┌──
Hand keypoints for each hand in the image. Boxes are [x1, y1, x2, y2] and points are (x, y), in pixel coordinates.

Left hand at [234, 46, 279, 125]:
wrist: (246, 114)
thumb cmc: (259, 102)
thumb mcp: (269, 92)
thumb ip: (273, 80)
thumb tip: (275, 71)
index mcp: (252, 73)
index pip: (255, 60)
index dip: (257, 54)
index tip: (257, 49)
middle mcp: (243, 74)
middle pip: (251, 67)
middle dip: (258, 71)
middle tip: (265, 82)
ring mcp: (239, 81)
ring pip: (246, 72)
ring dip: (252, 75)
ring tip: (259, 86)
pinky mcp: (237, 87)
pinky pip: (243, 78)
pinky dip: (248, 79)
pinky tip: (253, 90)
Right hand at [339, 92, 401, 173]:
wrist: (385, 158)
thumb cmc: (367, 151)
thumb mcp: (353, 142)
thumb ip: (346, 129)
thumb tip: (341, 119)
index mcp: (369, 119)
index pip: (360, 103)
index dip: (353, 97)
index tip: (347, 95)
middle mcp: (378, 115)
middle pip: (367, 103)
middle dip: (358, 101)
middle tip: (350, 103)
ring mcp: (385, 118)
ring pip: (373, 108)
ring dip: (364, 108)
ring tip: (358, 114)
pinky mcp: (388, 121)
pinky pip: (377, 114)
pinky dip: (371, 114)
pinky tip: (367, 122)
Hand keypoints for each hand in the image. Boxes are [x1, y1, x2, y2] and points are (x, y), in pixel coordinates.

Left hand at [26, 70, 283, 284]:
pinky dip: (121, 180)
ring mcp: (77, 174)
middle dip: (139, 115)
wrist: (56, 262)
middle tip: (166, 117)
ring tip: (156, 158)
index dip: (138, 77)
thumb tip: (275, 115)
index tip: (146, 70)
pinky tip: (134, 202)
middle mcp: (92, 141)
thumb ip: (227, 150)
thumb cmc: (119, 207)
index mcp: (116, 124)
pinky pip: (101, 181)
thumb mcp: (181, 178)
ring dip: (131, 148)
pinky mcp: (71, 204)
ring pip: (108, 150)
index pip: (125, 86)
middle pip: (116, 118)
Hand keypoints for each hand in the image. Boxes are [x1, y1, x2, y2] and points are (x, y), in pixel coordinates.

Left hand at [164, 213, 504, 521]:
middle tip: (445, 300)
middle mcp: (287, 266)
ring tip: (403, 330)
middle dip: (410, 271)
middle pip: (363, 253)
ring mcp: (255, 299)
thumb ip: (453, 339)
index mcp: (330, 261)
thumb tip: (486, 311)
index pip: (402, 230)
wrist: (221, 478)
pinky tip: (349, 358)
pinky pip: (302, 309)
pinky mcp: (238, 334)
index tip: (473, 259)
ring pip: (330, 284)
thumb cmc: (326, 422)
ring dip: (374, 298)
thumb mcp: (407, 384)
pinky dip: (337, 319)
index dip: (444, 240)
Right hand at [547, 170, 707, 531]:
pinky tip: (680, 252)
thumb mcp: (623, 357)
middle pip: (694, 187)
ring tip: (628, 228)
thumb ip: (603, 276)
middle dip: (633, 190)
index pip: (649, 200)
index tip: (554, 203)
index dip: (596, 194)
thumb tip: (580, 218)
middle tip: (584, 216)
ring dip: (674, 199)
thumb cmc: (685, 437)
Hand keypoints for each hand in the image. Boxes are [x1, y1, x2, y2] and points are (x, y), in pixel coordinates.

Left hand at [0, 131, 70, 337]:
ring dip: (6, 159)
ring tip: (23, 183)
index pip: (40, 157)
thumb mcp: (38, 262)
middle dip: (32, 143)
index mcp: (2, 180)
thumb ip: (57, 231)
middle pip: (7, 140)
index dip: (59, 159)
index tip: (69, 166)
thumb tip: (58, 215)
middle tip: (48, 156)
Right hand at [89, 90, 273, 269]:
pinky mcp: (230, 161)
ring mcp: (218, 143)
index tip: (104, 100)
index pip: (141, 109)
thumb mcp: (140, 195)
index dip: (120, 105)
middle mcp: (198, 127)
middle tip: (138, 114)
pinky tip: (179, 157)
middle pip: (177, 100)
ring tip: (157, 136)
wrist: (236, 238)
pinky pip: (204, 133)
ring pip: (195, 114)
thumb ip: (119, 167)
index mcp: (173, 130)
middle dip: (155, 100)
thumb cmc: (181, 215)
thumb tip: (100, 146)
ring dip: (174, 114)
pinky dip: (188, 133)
└──
*Problem statement*
Exactly repeat the lines running from the top of the listing to the line bearing "thumb tip: (275, 71)", both of those lines included, and only them.

*Exercise answer*
Hand keypoints for each hand in the image. Boxes are [x1, y1, x2, y2] and points are (x, y), in pixel coordinates.

Left hand at [234, 46, 279, 125]:
wrist: (246, 114)
thumb cmc: (259, 102)
thumb mcp: (269, 92)
thumb ip: (273, 80)
thumb tip: (275, 71)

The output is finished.